US is responsible for 9/11 because non-american muslims are children with no ambitions or motivations of their own. they just sit around staring at the sky presumably until americans show up and mess with them, then all of a sudden they for some odd reason don't want to just defend "their" land from dirty infidels, they want to restore the islamic caliphate and dominate the planet as they have loopily said several times. seems kind of like an overreaction. almost as if they have motivations that spring from somewhere other than noam chomsky's latest screed.

By our own blood-for-blood creed, we have single-handedly inspired every anti-west terrorist attack for the next 50 years.


nonsense. anti-west terrorist attacks are inspired, have been inspired, and will be inspired by an imperialist ideology that demands its version of islam be the exclusive belief in islamic-majority countries (and you die if you don't follow), and that non-islamic cultures show deference to it in various ways (like muslims can proselytize in their countries but they can't do it in muslim countries, muslims are allowed to immigrate to their countries but they can't dirty sacred "muslim land" with their infidel beliefs, muslim cultural mores must be respected in their countries but anything "un-islamic" being introduced into their culture is unacceptable and a justification for violence, the list goes on and on really). and you can just go ahead and die if you sully their perfect culture with your dirty sexuality or your un-islamic democracy with separation of church and state. and heaven forbid you and your barely-human filthy non-muslim feet dare touch "muslim land."

or you could believe the fantasy that they hate us because we were mean to them. as if marxist theories about political violence being the responsibility of the boogeyman oppressor can be transferred wholesale onto a non-western culture. talk about orientalism.

Meh, you haven't really convinced my that my action-reaction approach is wrong by quoting the propaganda lines of muslim politicians and leaders.
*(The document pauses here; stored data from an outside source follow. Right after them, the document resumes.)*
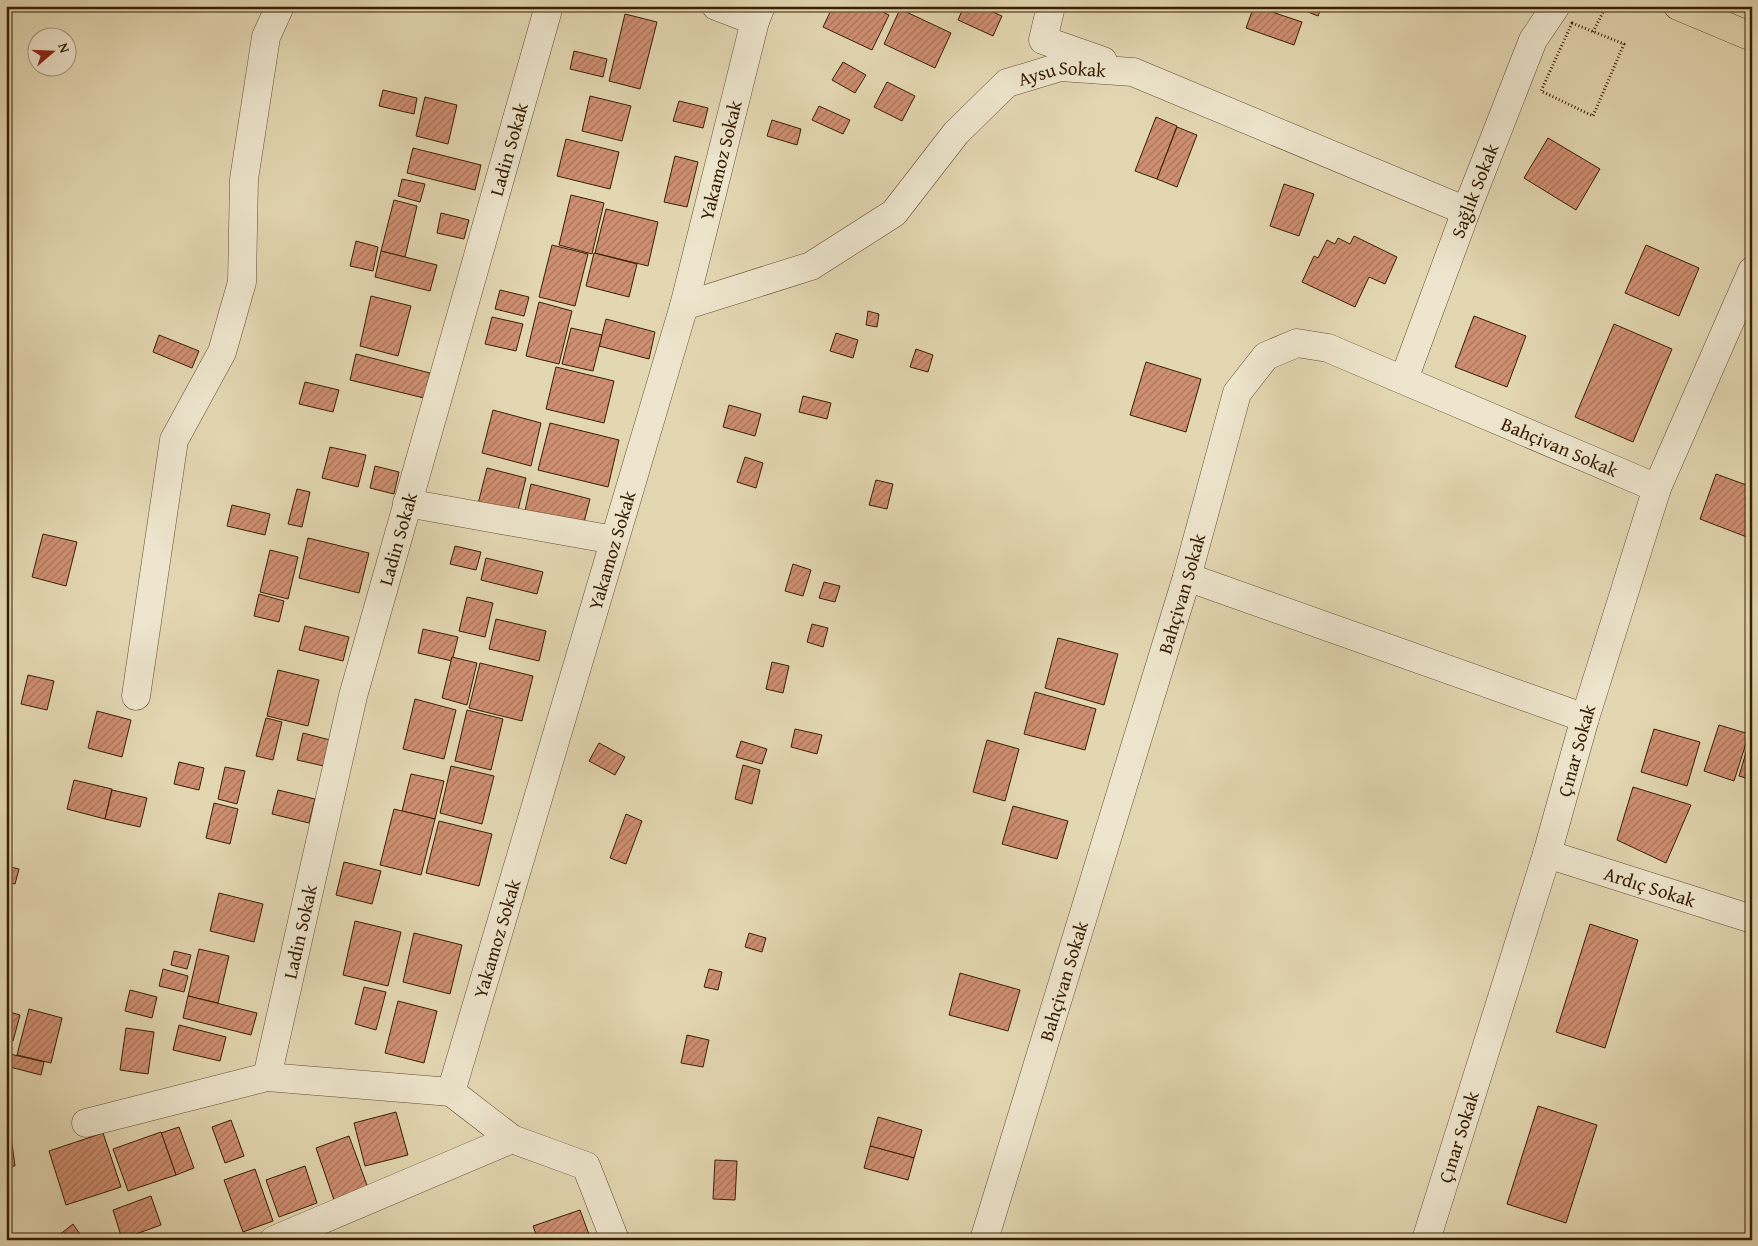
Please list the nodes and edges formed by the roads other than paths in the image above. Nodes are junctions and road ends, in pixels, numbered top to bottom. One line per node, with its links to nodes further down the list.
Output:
1 (280, 6): 18 (street)
2 (549, 6): 15 (street, Ladin Sokak)
3 (716, 6): 7 (street)
4 (1052, 6): 9 (street)
5 (1556, 6): 10 (street, Sağlık Sokak)
6 (1678, 6): 8 (main road)
7 (758, 14): 12 (street, Yakamoz Sokak)
8 (1752, 37)
9 (1133, 72): 10 (street, Aysu Sokak); 12 (street, Aysu Sokak)
10 (1466, 211): 13 (street, Sağlık Sokak)
11 (1752, 271): 14 (street, Çınar Sokak)
12 (684, 306): 16 (street, Yakamoz Sokak)
13 (1404, 379): 14 (street, Bahçivan Sokak); 17 (street, Bahçivan Sokak)
14 (1657, 488): 19 (street, Çınar Sokak)
15 (407, 503): 16 (street); 22 (street, Ladin Sokak)
16 (614, 540): 23 (street, Yakamoz Sokak)
17 (1187, 576): 19 (street); 28 (street, Bahçivan Sokak)
18 (136, 696)
19 (1584, 718): 20 (street, Çınar Sokak)
20 (1546, 854): 21 (street, Ardıç Sokak); 29 (street, Çınar Sokak)
21 (1752, 919)
22 (267, 1077): 23 (street); 24 (street)
23 (451, 1092): 25 (street)
24 (86, 1123)
25 (512, 1139): 26 (street); 27 (street)
26 (274, 1240)
27 (615, 1240)
28 (984, 1240)
29 (1426, 1240)

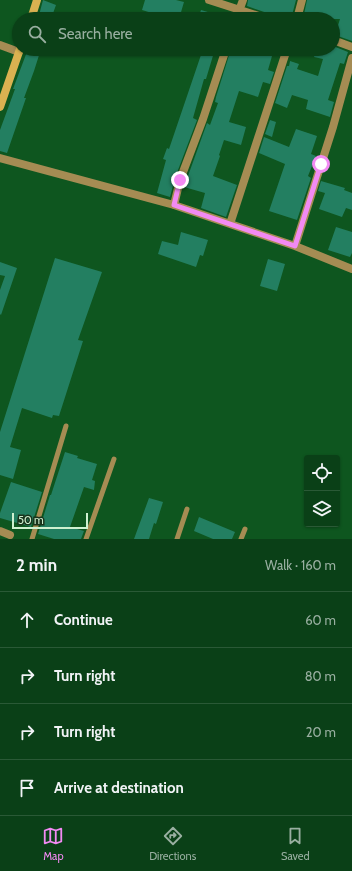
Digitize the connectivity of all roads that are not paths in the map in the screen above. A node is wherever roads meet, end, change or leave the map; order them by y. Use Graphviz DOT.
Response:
graph roads {
  1 [pos="37,0"];
  2 [pos="209,0"];
  3 [pos="243,0"];
  4 [pos="302,0"];
  5 [pos="240,9"];
  6 [pos="33,12"];
  7 [pos="239,12"];
  8 [pos="248,12"];
  9 [pos="299,12"];
  10 [pos="340,43"];
  11 [pos="0,45"];
  12 [pos="352,47"];
  13 [pos="12,48"];
  14 [pos="18,56"];
  15 [pos="224,56"];
  16 [pos="285,56"];
  17 [pos="352,58"];
  18 [pos="0,107"];
  19 [pos="0,158"];
  20 [pos="174,205"];
  21 [pos="230,224"];
  22 [pos="295,246"];
  23 [pos="352,269"];
  24 [pos="66,426"];
  25 [pos="114,459"];
  26 [pos="187,509"];
  27 [pos="245,529"];
  28 [pos="0,531"];
  29 [pos="10,535"];
  30 [pos="32,539"];
  31 [pos="86,539"];
  32 [pos="177,539"];
  33 [pos="241,539"];
  1 -- 6 [label="street"];
  2 -- 5 [label="street"];
  3 -- 5 [label="street"];
  4 -- 9 [label="street"];
  5 -- 7 [label="street"];
  5 -- 8 [label="street"];
  10 -- 12 [label="street"];
  11 -- 13 [label="street"];
  14 -- 18 [label="street"];
  15 -- 20 [label="street"];
  16 -- 21 [label="street"];
  17 -- 22 [label="street"];
  19 -- 20 [label="street"];
  20 -- 21 [label="street"];
  21 -- 22 [label="street"];
  22 -- 23 [label="street"];
  24 -- 30 [label="lane"];
  25 -- 31 [label="lane"];
  26 -- 32 [label="lane"];
  27 -- 33 [label="lane"];
  28 -- 29 [label="street"];
}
You really shouldn't take those things at face value.


I think you have not understood his post. What he is saying is literally the opposite of what muslim politicians and leaders have been saying. (that these exact leaders are just using the anti-western sentiments as an excuse to spread an imperialistic version of Islam over the middle east, no matter if the West is intervening or not)

I couldn't tell what was going on in the first half of the post because I couldn't really tell what was irony/sarcasm.
The second part is what I'm disagreeing with. Unless I've lost my basic reading comprehension, he basically said they're haters hating because they're hateful and that's the end of discussion. The thing that makes me disagree with this is that many of the things he claimed about their 'imperialist ideology' have direct parallels with the elevated rhetoric/propaganda of the tea party, who are not haters hating because they're hateful, but smart politicians taking advantage of the lowest levels of argumentation and the basest of feelings to instill pride and a feeling of unity in their followers for the purposes of control and stability.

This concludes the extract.